Cena ropy naftowej jest najwyższa od października ubiegłego roku. Ostatni wzrost notowań tego surowca wywołały informacje płynące z Rosji.
We wtorek prezydent Rosji Władimir Putin poinformował, że Rosja jest gotowa zmniejszyć lub zamrozić wydobycie ropy naftowej. Powiedział on w Stambule na Światowym Kongresie Energetycznym że Moskwa popiera cięcia zaproponowane przez OPEC (Organizację Krajów Eksportujących Ropę Naftową) we wrześniu na nieformalnym spotkaniu w Algierii.
Ekspert rynku paliwowego Andrzej Szczęśniak podkreślił w Polskim Radiu 24, że Rosja jest ważnym graczem na tym rynku - pierwszym producentem światowym, a drugim po Arabii Saudyjskiej eksporterem ropy. - Wydaje mi się, że rynki patrząc na tę sytuację, wywindowały cenę surowca bardzo wysoko - ocenił.

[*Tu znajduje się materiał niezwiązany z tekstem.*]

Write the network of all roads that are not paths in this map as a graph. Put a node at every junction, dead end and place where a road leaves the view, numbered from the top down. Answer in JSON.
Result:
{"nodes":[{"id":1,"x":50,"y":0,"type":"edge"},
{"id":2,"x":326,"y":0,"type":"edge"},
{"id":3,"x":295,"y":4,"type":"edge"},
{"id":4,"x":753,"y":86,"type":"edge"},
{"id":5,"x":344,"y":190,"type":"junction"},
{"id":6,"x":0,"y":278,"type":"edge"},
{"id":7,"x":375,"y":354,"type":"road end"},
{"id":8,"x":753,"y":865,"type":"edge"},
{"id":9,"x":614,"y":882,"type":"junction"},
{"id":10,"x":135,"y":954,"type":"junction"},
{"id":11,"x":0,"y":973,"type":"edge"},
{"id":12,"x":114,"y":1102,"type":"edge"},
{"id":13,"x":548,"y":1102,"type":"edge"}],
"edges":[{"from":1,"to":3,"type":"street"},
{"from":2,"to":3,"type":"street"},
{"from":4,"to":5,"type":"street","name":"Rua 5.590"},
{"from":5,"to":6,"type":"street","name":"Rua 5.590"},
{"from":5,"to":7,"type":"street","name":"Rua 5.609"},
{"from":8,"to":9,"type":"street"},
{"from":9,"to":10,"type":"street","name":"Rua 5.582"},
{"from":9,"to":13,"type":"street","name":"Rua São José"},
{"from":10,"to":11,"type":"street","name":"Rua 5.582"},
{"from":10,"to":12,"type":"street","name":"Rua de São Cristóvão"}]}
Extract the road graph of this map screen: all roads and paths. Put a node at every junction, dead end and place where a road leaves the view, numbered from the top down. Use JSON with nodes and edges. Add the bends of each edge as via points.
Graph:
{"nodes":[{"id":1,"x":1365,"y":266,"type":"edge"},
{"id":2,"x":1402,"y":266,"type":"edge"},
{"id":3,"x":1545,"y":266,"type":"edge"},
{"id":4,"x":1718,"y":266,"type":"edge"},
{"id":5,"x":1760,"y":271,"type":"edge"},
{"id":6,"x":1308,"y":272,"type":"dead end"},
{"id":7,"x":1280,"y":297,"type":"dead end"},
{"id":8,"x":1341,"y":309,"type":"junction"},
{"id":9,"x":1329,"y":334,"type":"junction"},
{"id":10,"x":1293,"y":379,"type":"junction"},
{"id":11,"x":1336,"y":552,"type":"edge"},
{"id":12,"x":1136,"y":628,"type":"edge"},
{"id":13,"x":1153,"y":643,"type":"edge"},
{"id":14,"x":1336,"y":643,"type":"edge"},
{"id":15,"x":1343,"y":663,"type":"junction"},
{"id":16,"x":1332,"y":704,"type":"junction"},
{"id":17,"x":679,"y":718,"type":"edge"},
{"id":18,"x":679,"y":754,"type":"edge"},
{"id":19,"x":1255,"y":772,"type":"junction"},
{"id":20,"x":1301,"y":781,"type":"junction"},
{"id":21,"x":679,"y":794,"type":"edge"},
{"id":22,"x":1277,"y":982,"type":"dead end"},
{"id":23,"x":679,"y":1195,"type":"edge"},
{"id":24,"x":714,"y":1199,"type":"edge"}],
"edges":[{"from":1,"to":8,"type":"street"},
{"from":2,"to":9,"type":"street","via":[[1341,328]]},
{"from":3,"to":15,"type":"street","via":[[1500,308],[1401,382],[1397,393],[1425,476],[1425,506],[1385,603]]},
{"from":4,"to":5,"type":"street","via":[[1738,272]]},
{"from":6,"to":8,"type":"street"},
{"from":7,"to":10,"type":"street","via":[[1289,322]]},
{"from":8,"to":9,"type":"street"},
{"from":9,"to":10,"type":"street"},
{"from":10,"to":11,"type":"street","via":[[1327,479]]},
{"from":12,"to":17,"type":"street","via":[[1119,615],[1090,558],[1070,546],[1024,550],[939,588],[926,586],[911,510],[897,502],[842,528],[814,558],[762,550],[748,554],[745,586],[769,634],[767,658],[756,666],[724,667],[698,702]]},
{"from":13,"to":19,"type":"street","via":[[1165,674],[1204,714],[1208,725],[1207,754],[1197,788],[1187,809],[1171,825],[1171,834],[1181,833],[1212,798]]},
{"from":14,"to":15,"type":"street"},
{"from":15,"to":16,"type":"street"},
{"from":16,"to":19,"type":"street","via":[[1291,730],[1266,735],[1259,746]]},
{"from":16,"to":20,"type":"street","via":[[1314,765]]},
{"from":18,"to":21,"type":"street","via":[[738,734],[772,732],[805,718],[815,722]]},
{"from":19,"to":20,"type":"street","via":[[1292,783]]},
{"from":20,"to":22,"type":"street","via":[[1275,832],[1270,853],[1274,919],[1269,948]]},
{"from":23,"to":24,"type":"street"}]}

Uważa on, że cena paliwa na stacjach będzie zależała od tego, jakie Rosja i OPEC zrobią wrażenie na inwestorach finansowych. W najbliższym czasie ceny te zapewne pójdą jeszcze w górę. Wskazuje na to sytuacja na rynku hurtowym. Rano za baryłkę ropy Brent na giełdzie w Londynie płacono 53 dolary.